Give basic menu-nav buttons - 4 arrows, OK, Back, show/hide menu.
Give the basic TV tuner buttons - the 0-9 buttons, channel up/down, "Guide" menu button. There's the entirety of your TV facility. Guide needs arrow keys, but our main menu nav already provides that. We don't even really need a "Guide" button, "Guide" can be just be the default view of "Menu".
Volume control, input-selector for its functions as a monitor.
That's it. Notice something? None of those require horrifying abbreviations. We already have standard symbols for all of them. No unlabeled colored buttons. Most of those buttons don't even require words because they're so common we have symbols for them. We just covered all of Grandpa's uses - he wants to change channels and change the volume. We're done. Everything else? Your crazy abbreviated buttons are even more user-hostile than the menu, because at least entries in the menu have vowels.
You could easily cut 6 rows off the Samsung I used as an example and Grandpa would still be happy. Happier even because he's no longer confused about all these crazy weird tiny illegible buttons on his remote. You could even make a large-print version for him and it would be smaller than a dinner-plate.
The red button in particular is used in the UK for lots of TV services. It's not unusual to hear the phrase 'push the red button for X' on TV.
X is usually alternative video feeds of live/sporting events, or different sporting commentary
You can also use the red button for other information such as news headlines, the weather, sport scores. Grandpa uses this, youngsters have their phones and the internet
On that note, I somehow recall seeing TVs shipped with 2 remotes - the 'full one' and a simple one like you describe, with the expectation that people will choose which they prefer, and members of the same family might have opposite preferences.
So really, the Apple TV remote isn't that extreme. It's just a remote for an Apple TV set-top box and not a television.
Thats 99% of a remote usage, the rest is handled by any GUI.
I'd never want to be stuck with just an Apple remote.
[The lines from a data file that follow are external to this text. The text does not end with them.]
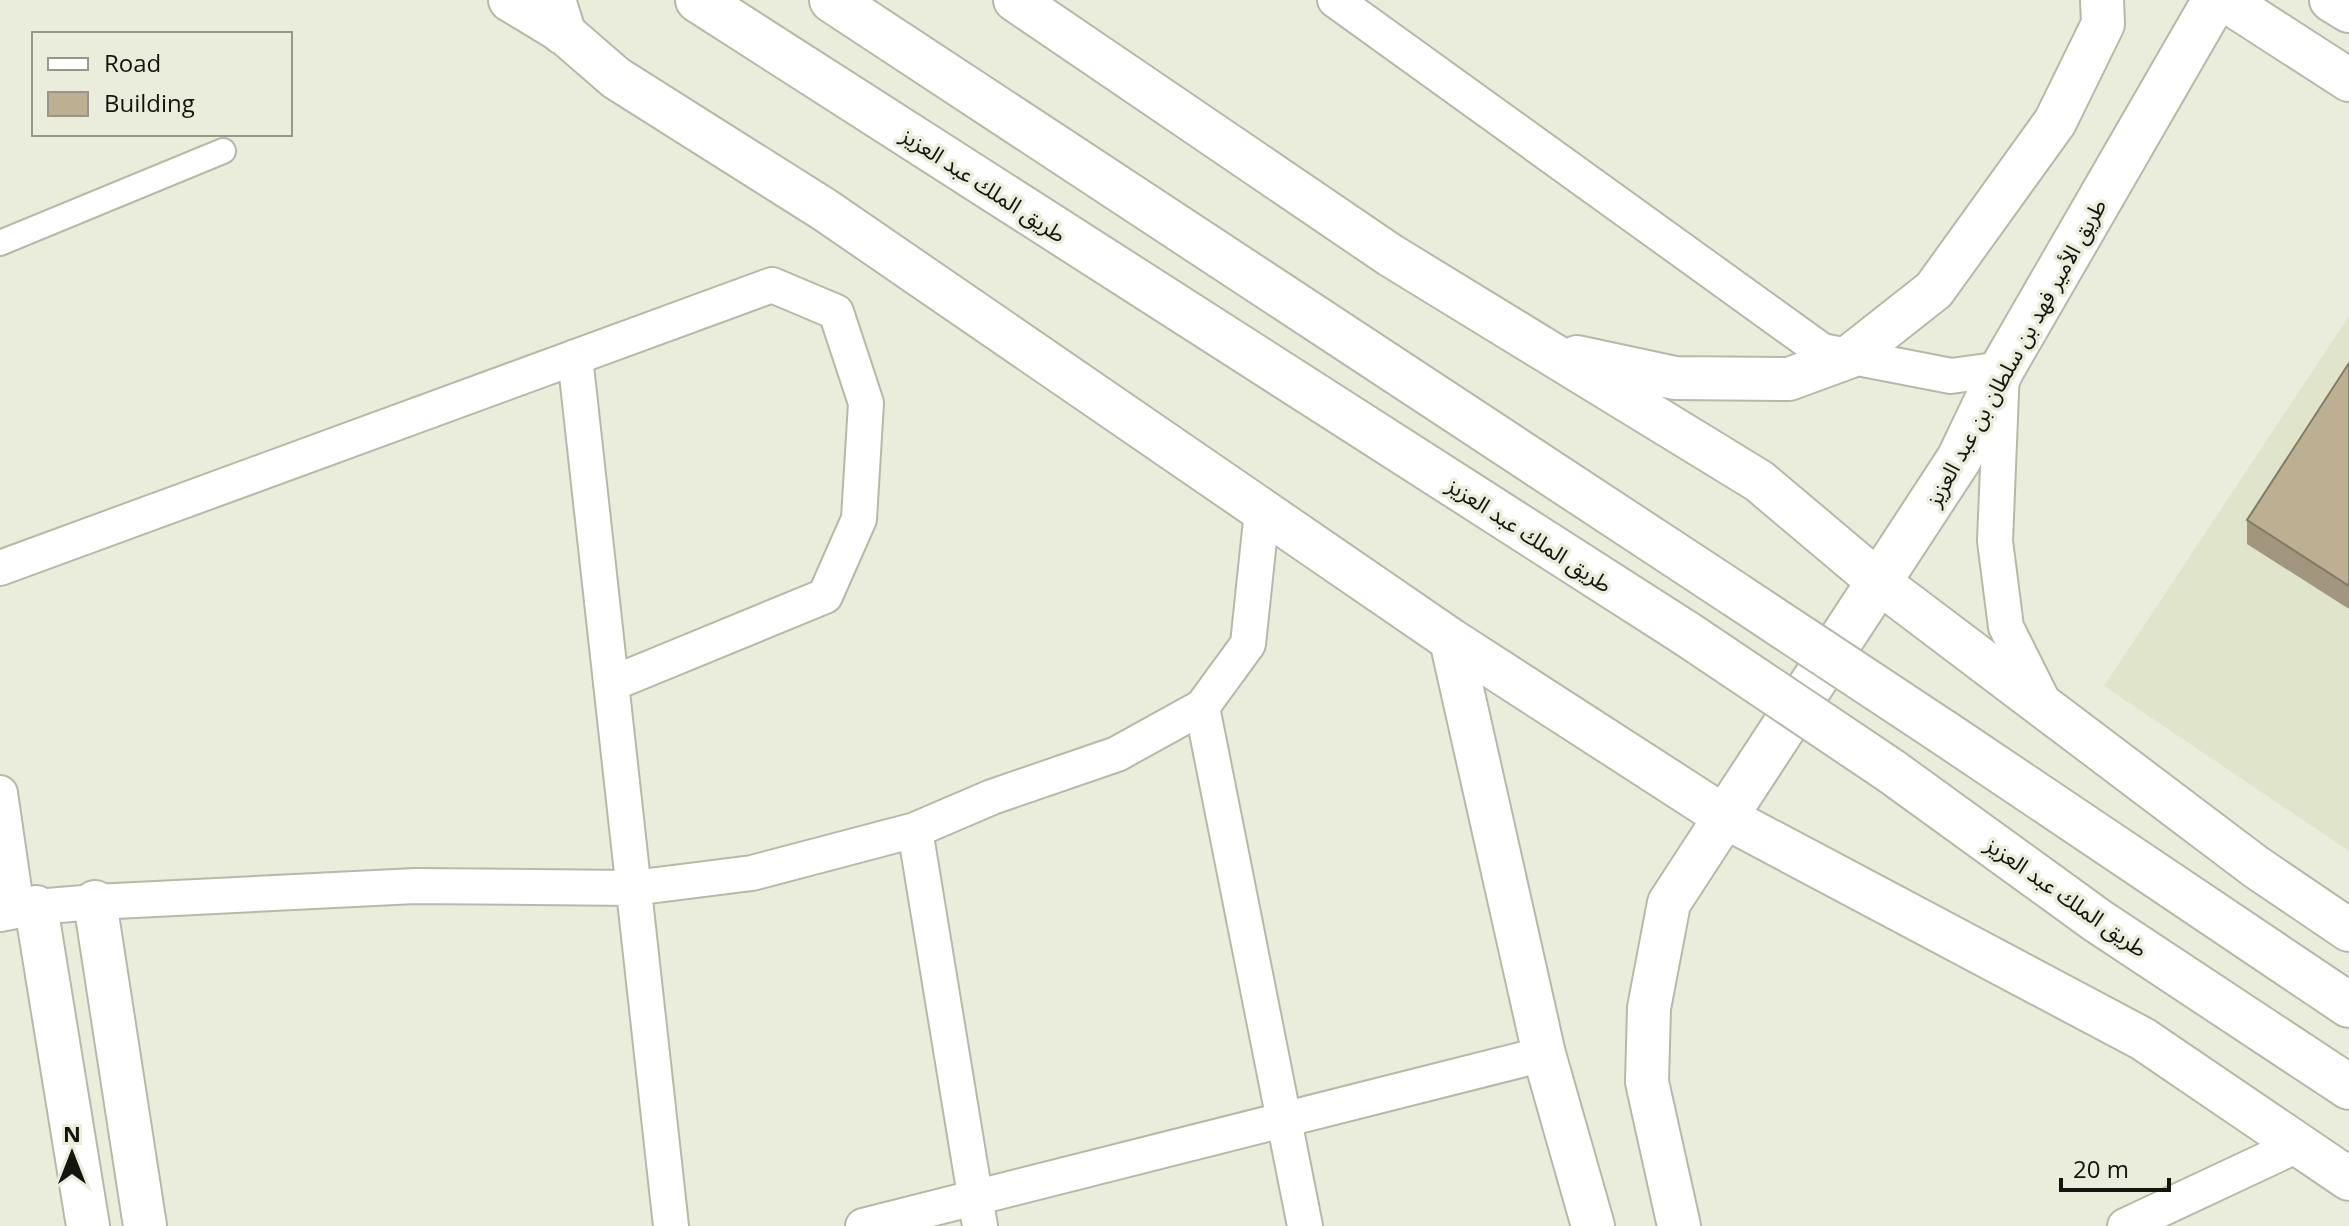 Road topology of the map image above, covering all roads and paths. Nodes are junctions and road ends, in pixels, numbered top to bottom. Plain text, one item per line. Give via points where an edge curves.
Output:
1 (510, 0) edge
2 (698, 0) edge
3 (832, 0) edge
4 (1015, 0) edge
5 (1335, 0) edge
6 (2102, 0) edge
7 (2215, 0) edge
8 (2225, 0) edge
9 (2331, 0) edge
10 (2349, 11) edge
11 (558, 16) edge
12 (2349, 80) edge
13 (223, 151) dead end
14 (0, 243) edge
15 (1548, 351) junction
16 (575, 357) junction
17 (1849, 357) junction
18 (2002, 369) junction
19 (1262, 511) junction
20 (0, 568) edge
21 (1880, 583) junction
22 (1451, 640) junction
23 (611, 684) junction
24 (1202, 707) junction
25 (2047, 709) junction
26 (0, 793) edge
27 (1725, 817) junction
28 (915, 830) junction
29 (633, 888) junction
30 (95, 902) junction
31 (18, 910) edge
32 (2349, 930) edge
33 (2349, 1005) edge
34 (1544, 1054) junction
35 (2349, 1087) edge
36 (1284, 1120) junction
37 (2300, 1144) junction
38 (2349, 1179) edge
39 (978, 1212) edge
40 (88, 1226) edge
41 (145, 1226) edge
42 (671, 1226) edge
43 (863, 1226) edge
44 (1305, 1226) edge
45 (1593, 1226) edge
46 (1679, 1226) edge
47 (2125, 1226) edge

1 - 11 street
2 - 35 main road, طريق الملك عبد العزيز, bridge via 1687,634 1891,771 2098,921
3 - 33 main road, bridge
4 - 15 street via 1390,255
5 - 17 street via 1822,351
6 - 17 street via 2103,24 2055,122 1934,290
7 - 18 main road, طريق الأمير فهد بن سلطان بن عبد العزيز
8 - 12 street
9 - 10 street
11 - 19 street via 616,78 825,210
13 - 14 street
15 - 17 street via 1675,378 1789,379
15 - 21 street via 1759,481
16 - 20 street
16 - 23 street
16 - 23 street via 772,285 836,312 866,403 859,519 825,596
17 - 18 street via 1951,376
18 - 21 main road, طريق الأمير فهد بن سلطان بن عبد العزيز via 1959,459
18 - 25 street via 1995,541 2006,627
19 - 22 street
19 - 24 street via 1248,644
21 - 25 street
21 - 27 main road, طريق الأمير فهد بن سلطان بن عبد العزيز
22 - 27 street
22 - 34 street
23 - 29 street
24 - 28 street via 1117,754
24 - 36 street
25 - 32 street via 2256,867
26 - 31 street
27 - 37 street via 2143,1039
27 - 46 street via 1669,903 1649,1008 1647,1082
28 - 29 street via 752,873
28 - 39 street
29 - 30 street via 415,886
29 - 42 street
30 - 31 street
30 - 41 street
31 - 40 street
34 - 36 street
34 - 45 street
36 - 39 street
36 - 44 street
37 - 38 street
37 - 47 street
39 - 43 street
You only have a few channels you like, and should be able to simply switch between them with a D-pad. But the cable industry's broken business model requires you to subscribe to an order of magnitude more than you want. Clunky set-top box UIs have you constantly paging up and down massive lists. A "favorites" system is nestled deep within some unintuitive menu, and never displays anyway when you go to the channel guide, always requiring more button presses followed by high-latency screen redraws. And thus, you're stuck dialing in a numeric code like it's 1968.
I'm sure you'd be ecstatic to be stuck with an Apple remote, if only the entire rest of the TV experience were up to speed with it.
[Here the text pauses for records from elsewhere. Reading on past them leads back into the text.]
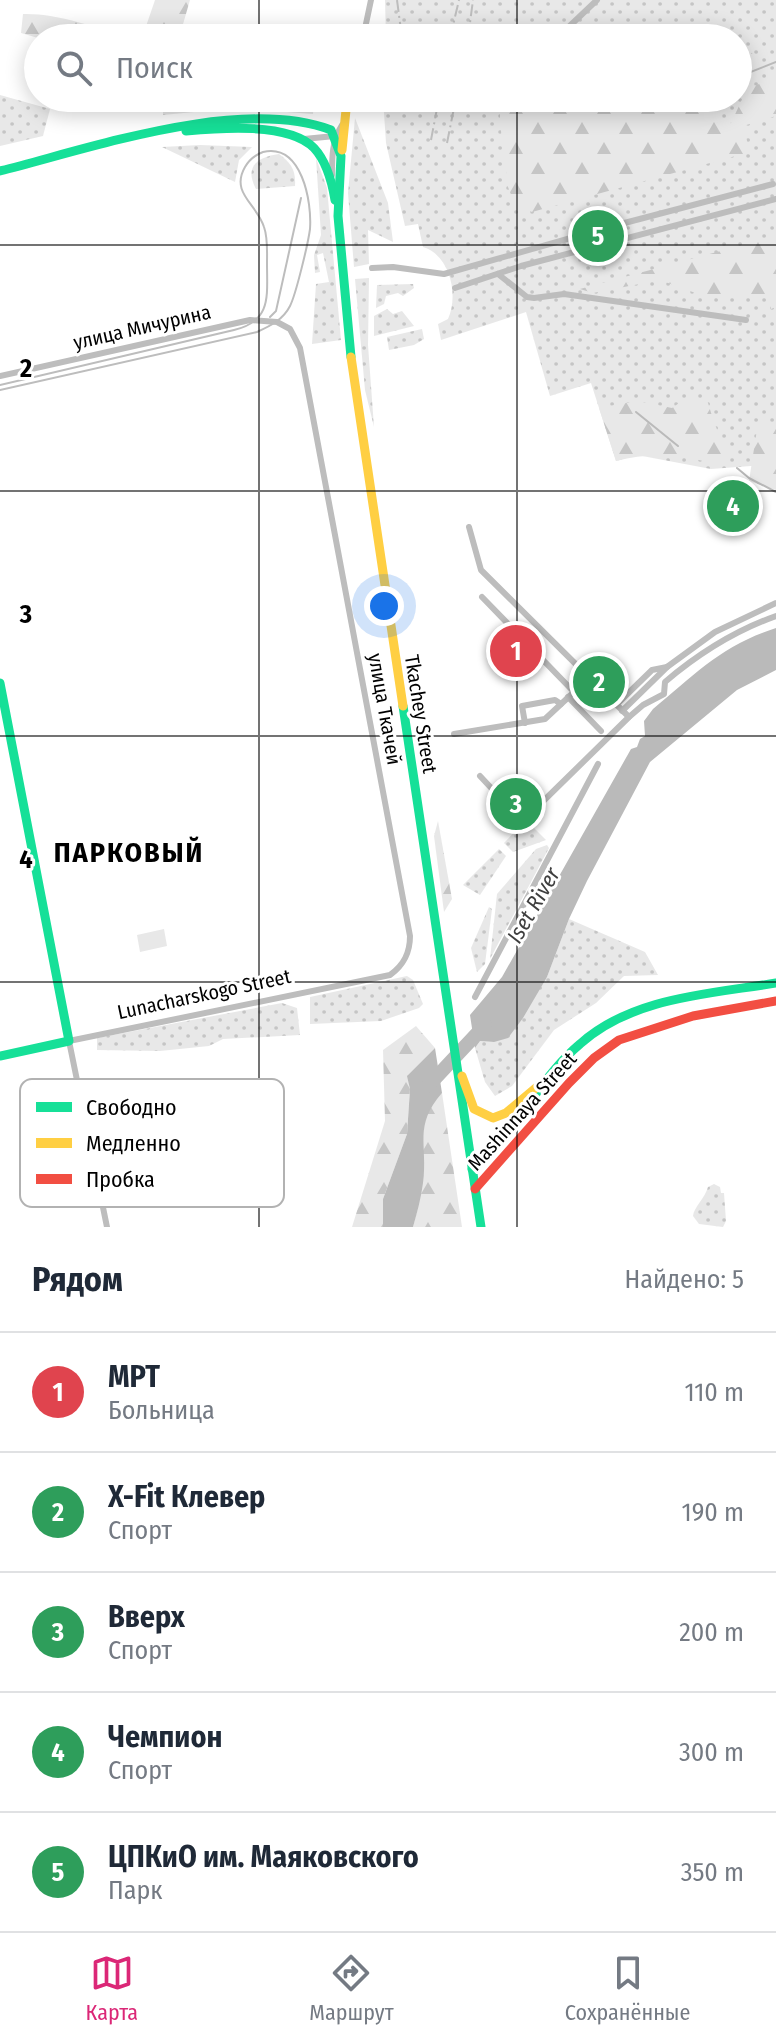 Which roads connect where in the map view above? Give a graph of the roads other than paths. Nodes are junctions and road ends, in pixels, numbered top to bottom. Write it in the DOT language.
graph roads {
  1 [pos="371,0"];
  2 [pos="597,0"];
  3 [pos="366,24"];
  4 [pos="572,24"];
  5 [pos="344,112"];
  6 [pos="345,112"];
  7 [pos="346,112"];
  8 [pos="315,124"];
  9 [pos="156,134"];
  10 [pos="335,136"];
  11 [pos="297,138"];
  12 [pos="341,156"];
  13 [pos="0,171"];
  14 [pos="773,184"];
  15 [pos="332,185"];
  16 [pos="776,199"];
  17 [pos="338,216"];
  18 [pos="372,268"];
  19 [pos="498,274"];
  20 [pos="455,288"];
  21 [pos="746,320"];
  22 [pos="290,329"];
  23 [pos="0,376"];
  24 [pos="469,527"];
  25 [pos="482,597"];
  26 [pos="776,603"];
  27 [pos="776,616"];
  28 [pos="589,678"];
  29 [pos="0,683"];
  30 [pos="571,695"];
  31 [pos="561,704"];
  32 [pos="619,708"];
  33 [pos="629,717"];
  34 [pos="525,723"];
  35 [pos="601,731"];
  36 [pos="454,734"];
  37 [pos="598,764"];
  38 [pos="480,776"];
  39 [pos="407,955"];
  40 [pos="776,983"];
  41 [pos="475,997"];
  42 [pos="776,1001"];
  43 [pos="69,1041"];
  44 [pos="0,1056"];
  45 [pos="77,1079"];
  46 [pos="539,1087"];
  47 [pos="466,1102"];
  48 [pos="472,1169"];
  49 [pos="475,1189"];
  50 [pos="103,1207"];
  51 [pos="107,1227"];
  52 [pos="481,1227"];
  1 -- 3 [label="street"];
  2 -- 4 [label="street"];
  5 -- 8 [label="main road"];
  6 -- 10 [label="street"];
  7 -- 12 [label="main road"];
  8 -- 9 [label="main road"];
  8 -- 10 [label="main road"];
  9 -- 11 [label="main road"];
  9 -- 13 [label="main road"];
  10 -- 11 [label="street"];
  10 -- 12 [label="main road"];
  10 -- 15 [label="street"];
  11 -- 15 [label="main road"];
  12 -- 17 [label="main road"];
  14 -- 18 [label="street"];
  15 -- 17 [label="main road"];
  16 -- 19 [label="street"];
  17 -- 47 [label="main road, Tkachey Street"];
  19 -- 20 [label="street"];
  19 -- 21 [label="street"];
  22 -- 23 [label="street, улица Мичурина"];
  22 -- 39 [label="street, улица Ткачей"];
  24 -- 28 [label="street"];
  25 -- 30 [label="street"];
  26 -- 32 [label="street"];
  27 -- 33 [label="street"];
  28 -- 30 [label="street"];
  28 -- 32 [label="street"];
  29 -- 43 [label="main road"];
  30 -- 31 [label="street"];
  30 -- 35 [label="street"];
  31 -- 34 [label="street"];
  31 -- 34 [label="street"];
  32 -- 33 [label="street"];
  33 -- 38 [label="street"];
  34 -- 36 [label="street"];
  37 -- 41 [label="street"];
  39 -- 43 [label="street, Lunacharskogo Street"];
  40 -- 46 [label="main road, Mashinnaya Street"];
  42 -- 49 [label="main road, Mashinnaya Street"];
  43 -- 44 [label="main road, Lunacharskogo Street"];
  43 -- 45 [label="street"];
  46 -- 47 [label="main road"];
  46 -- 48 [label="main road"];
  47 -- 48 [label="main road"];
  48 -- 49 [label="main road"];
  49 -- 52 [label="main road"];
  50 -- 51 [label="street"];
}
2) Good God, nobody wants to enter "3-digit codes". Your 100+ channels fit into a regular grid, with, you know, pictures. So I can actually see what's what, without remembering that "124" is "shitty shopping channel #16".
Said grid can be navigated quite quickly with a d-pad. If it was just a regular grid of, say, 12x12 entries, you can reach any entry in 12 clicks. (Assuming your UI does the smart thing and wraps)
3) If you had a better interface, like e.g. categorization, you could do with less than 12 clicks. Optimally utilizing the 4 directions, 4 clicks would do. You'll probably need one or two more, but it's fairly straightforward
4) If the UI designers had paid any attention to decent UIs, they'd be aware of such nifty inventions as "Favorites" and "Recently visited", which means even less key strokes.
5) Can we already ditch the "dedicated remote" nonsense, even the Apple one, and admit pretty much every household has some sort of Wifi enabled touch screen in their home? E.g. a much better device for your UI?
They control the screen, the software, and the controller, same as Apple. They're just not as good at it as Apple.
I don't like Apple - I don't like the horrifying complete lock-in of hardware/software/media. But I admit something: Apple wins because they're the best. Period.
Shame LG seem intent on ruining it with the spying, I hope they have a change of approach and resolve this.